Holiday entitlement calculator – Work out pro rata annual leave for part-time employees

Ensuring that your business complies with UK holiday entitlement regulations is not only a legal necessity but also a key component of fostering a positive working environment. For part-time employees, understanding how to calculate holiday entitlement can seem complex, particularly when considering bank holidays and additional company holidays. This free holiday entitlement calculator aims to simplify the process, helping you accurately work out annual leave entitlement for your part-time staff.


What is holiday entitlement?

Holiday entitlement, also known as statutory leave entitlement or annual leave, is the legal minimum amount of paid leave that most workers are entitled to in the UK. Full-time employees are entitled to a minimum of 5.6 weeks (28 days) of paid holiday per year, which can include bank holidays. For part-time employees, this entitlement is pro-rated.

Calculating holiday entitlement for part-time employees

Part-time employees have the same holiday rights as full-time employees, calculated on a pro-rata basis. This ensures fairness and compliance with employment law, regardless of the number of hours worked per week. Here’s how you can calculate holiday entitlement for your part-time staff:

  1. Determine the full-time holiday entitlement: This includes both the statutory entitlement of 28 days and any additional days provided by your company. Remember, in the UK, the number of statutory bank holidays can vary (e.g., 8 days in England and Wales, 9 days in Scotland).
  2. Calculate the pro-rata entitlement: Divide the full-time holiday entitlement by the number of days a full-time employee works per week (usually five). Multiply this by the number of days a week the part-time employee works. This calculation will give you the pro-rated holiday entitlement for your part-time employees.
  3. Consider bank holidays: For part-time employees who do not work on days when bank holidays are usually granted, you may need to include these days in their pro-rated holiday entitlement, ensuring they are not disadvantaged by their working pattern.

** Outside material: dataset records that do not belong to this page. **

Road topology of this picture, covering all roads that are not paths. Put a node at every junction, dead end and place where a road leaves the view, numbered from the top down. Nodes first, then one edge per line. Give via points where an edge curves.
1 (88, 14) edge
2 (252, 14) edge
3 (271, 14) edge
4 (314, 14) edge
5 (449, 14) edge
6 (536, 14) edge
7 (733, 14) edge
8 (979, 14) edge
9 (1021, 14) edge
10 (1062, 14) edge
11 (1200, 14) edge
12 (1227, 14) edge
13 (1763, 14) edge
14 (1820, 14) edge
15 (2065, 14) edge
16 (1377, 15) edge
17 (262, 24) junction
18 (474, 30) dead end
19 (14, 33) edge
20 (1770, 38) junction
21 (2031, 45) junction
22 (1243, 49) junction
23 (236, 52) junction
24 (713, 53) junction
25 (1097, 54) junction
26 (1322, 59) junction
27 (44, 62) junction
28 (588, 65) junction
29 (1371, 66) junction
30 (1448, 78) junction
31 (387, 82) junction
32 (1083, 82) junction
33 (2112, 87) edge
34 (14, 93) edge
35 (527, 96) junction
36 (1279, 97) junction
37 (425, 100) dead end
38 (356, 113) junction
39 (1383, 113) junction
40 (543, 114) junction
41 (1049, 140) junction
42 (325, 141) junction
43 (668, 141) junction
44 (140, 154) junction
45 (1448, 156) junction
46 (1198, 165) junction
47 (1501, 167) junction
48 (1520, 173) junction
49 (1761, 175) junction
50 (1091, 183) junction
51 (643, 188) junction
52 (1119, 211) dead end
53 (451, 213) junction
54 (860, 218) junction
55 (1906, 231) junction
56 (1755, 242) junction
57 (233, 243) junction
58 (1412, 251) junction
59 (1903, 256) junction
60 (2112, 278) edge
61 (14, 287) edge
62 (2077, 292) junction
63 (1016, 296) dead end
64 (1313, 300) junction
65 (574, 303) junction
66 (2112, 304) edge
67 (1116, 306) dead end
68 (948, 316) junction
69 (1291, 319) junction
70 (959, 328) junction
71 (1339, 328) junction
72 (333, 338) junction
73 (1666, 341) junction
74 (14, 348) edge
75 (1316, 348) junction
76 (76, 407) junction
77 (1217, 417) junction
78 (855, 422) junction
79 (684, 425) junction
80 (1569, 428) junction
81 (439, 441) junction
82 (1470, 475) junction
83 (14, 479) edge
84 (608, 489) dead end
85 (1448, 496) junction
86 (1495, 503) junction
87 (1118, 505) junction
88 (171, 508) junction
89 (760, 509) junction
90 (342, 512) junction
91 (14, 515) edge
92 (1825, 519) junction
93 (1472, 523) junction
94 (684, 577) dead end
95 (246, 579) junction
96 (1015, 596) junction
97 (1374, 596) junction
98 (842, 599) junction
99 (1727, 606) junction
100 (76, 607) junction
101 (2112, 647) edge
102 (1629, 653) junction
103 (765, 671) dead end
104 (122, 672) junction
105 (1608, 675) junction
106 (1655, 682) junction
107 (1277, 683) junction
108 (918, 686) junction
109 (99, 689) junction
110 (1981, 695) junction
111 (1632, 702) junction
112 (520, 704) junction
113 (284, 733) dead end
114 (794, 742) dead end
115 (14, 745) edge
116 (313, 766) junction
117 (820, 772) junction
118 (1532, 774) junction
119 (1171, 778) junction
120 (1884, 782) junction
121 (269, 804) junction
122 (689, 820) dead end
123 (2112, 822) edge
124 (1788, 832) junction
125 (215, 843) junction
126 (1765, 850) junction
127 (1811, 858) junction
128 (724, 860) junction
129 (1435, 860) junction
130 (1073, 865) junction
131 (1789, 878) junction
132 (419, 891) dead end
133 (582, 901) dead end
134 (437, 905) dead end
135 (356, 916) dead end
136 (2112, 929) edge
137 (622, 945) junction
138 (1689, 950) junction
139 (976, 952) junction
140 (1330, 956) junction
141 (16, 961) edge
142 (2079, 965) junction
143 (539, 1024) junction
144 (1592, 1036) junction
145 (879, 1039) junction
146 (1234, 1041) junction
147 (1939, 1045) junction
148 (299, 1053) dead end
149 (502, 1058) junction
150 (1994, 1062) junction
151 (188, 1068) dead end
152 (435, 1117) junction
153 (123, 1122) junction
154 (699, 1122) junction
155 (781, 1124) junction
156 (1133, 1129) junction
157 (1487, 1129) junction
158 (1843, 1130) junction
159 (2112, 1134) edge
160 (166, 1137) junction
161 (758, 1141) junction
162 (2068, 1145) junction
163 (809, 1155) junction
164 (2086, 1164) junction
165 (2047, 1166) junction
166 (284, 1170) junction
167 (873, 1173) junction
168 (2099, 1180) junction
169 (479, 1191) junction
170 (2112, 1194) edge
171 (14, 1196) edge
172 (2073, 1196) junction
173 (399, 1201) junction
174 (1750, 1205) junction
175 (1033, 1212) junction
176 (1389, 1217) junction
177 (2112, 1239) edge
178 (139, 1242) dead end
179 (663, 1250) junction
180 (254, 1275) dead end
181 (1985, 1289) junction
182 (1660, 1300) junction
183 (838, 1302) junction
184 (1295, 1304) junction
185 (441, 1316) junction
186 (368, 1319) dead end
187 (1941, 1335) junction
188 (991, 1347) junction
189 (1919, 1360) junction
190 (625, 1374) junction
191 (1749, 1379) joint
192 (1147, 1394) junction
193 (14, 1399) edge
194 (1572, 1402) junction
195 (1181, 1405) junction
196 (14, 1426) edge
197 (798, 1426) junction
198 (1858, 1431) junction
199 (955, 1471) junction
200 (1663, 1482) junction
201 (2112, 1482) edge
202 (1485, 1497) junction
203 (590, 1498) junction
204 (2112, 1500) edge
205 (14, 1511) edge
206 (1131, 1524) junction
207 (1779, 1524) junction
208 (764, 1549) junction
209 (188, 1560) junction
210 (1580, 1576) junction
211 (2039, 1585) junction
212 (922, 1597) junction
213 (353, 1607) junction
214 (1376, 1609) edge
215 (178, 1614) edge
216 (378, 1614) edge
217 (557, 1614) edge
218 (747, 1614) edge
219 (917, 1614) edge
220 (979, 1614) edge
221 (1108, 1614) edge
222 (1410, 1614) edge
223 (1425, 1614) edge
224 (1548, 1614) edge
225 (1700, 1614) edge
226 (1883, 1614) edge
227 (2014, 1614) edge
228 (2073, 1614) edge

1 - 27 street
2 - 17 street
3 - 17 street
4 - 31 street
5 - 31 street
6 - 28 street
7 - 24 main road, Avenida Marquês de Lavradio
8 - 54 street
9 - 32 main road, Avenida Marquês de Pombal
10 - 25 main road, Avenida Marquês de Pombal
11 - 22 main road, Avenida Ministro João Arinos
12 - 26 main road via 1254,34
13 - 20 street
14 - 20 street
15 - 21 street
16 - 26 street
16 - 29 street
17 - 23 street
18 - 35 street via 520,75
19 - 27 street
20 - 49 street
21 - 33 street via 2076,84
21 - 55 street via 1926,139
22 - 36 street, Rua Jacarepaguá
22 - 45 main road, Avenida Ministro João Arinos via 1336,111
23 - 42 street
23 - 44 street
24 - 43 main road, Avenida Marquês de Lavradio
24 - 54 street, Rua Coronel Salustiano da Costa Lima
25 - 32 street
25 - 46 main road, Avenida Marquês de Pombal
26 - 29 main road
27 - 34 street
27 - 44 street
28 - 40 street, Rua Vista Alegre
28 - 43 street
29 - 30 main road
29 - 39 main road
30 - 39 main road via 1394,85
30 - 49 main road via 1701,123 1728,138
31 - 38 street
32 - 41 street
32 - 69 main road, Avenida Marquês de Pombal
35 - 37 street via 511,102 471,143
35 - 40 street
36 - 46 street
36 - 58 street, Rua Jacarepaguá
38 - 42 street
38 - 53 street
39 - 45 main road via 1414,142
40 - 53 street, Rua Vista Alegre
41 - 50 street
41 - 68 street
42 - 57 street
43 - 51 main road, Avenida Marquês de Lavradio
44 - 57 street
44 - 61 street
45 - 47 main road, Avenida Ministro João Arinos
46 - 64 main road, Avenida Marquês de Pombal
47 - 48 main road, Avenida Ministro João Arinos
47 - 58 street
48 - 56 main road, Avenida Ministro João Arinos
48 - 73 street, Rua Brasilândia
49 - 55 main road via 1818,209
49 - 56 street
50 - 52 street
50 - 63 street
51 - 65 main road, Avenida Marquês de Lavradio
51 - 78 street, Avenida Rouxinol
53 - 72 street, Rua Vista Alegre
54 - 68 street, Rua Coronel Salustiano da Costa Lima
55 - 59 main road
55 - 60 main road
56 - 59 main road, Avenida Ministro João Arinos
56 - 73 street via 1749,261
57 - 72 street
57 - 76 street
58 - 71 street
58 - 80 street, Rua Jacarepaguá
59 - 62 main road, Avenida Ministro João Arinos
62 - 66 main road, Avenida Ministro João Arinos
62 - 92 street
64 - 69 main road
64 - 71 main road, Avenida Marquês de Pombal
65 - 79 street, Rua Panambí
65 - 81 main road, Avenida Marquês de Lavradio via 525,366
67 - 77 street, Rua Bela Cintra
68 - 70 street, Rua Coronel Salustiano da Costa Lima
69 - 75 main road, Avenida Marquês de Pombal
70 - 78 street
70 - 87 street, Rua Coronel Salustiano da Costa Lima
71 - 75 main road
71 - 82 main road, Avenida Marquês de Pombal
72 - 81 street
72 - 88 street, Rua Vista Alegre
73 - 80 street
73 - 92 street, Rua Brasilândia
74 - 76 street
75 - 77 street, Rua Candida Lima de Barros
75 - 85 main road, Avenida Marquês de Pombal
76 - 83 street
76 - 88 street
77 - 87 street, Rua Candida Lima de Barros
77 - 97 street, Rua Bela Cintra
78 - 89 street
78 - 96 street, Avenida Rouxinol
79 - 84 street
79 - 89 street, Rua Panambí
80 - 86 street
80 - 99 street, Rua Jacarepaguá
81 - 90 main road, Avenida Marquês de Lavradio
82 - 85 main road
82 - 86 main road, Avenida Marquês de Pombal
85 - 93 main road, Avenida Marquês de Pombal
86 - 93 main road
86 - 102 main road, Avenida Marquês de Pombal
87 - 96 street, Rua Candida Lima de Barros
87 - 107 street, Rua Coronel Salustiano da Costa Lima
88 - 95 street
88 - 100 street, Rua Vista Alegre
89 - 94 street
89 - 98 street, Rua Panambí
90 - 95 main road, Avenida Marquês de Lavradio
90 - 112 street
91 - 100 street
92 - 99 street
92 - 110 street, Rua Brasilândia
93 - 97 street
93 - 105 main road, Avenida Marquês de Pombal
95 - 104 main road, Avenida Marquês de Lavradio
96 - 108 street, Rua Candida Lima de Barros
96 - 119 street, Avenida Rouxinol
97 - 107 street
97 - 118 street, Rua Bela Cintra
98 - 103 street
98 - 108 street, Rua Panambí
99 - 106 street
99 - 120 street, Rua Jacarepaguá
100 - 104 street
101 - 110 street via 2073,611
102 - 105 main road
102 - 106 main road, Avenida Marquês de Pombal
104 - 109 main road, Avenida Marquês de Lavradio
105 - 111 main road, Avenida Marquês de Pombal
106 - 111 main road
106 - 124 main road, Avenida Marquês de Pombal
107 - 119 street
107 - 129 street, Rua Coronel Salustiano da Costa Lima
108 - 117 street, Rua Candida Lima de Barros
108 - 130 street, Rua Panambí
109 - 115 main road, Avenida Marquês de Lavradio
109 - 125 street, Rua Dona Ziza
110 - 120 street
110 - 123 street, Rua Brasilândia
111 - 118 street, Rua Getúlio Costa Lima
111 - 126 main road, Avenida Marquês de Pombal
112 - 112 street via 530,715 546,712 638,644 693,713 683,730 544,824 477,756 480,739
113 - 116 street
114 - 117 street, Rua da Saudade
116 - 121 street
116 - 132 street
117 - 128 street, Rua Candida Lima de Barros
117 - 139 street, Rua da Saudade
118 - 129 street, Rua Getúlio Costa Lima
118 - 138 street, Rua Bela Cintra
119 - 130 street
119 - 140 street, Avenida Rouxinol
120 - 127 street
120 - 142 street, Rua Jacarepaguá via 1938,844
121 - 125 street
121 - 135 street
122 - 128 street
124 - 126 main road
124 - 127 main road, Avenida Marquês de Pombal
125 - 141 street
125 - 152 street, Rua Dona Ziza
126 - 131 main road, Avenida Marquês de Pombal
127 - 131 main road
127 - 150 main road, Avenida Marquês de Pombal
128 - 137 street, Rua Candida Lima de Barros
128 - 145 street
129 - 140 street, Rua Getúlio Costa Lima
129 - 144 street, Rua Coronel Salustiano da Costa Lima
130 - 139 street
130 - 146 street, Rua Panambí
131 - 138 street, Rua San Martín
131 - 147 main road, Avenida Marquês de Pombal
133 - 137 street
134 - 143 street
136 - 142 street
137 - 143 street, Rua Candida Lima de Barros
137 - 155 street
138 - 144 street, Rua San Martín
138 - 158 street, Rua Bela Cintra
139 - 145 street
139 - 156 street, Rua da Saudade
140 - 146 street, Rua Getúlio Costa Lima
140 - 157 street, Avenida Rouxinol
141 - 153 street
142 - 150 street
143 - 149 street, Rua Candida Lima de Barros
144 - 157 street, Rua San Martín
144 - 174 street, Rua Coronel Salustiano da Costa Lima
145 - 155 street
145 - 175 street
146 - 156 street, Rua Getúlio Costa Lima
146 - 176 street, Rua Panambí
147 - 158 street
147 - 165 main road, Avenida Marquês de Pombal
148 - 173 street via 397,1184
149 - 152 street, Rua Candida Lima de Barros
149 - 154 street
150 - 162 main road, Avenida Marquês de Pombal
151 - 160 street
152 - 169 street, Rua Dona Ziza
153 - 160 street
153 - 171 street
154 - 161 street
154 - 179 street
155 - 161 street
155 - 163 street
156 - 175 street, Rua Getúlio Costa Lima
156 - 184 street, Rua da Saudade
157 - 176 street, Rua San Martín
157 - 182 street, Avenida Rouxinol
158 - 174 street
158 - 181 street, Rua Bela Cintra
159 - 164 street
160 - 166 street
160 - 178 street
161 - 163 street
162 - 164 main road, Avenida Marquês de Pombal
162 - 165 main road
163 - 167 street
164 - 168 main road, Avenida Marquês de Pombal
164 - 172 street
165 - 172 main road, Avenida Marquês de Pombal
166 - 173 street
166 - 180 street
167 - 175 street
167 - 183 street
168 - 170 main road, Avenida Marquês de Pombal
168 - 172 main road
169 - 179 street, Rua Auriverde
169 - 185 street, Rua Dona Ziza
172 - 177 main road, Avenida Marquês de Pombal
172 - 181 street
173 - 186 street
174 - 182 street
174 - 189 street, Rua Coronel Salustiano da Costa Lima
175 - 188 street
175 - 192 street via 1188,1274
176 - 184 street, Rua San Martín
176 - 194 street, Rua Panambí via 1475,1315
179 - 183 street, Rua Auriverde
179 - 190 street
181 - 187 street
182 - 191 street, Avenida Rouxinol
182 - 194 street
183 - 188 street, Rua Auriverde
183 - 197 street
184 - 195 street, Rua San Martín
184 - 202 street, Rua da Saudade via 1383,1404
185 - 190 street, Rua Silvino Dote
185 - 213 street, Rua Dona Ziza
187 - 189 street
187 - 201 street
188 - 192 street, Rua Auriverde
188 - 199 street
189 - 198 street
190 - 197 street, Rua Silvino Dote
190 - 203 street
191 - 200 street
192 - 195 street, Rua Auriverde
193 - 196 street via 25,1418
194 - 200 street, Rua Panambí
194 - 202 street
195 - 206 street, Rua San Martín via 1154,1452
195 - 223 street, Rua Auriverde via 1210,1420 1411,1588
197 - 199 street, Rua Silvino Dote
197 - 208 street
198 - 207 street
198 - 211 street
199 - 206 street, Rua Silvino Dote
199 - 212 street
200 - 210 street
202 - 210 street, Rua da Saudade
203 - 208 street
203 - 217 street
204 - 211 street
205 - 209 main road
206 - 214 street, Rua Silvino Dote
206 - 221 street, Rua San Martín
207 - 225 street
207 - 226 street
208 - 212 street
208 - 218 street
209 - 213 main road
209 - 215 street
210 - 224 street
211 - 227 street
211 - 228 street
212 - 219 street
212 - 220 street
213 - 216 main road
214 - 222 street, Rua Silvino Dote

Using the holiday entitlement calculator

To streamline the process of calculating holiday entitlement for your part-time employees, this web page features a dedicated holiday entitlement calculator. By inputting the relevant data, including the number of bank holidays, additional holiday days for full-time employees, and the number of days per week the part-time employee works, the calculator will provide you with the pro-rated holiday entitlement quickly and accurately.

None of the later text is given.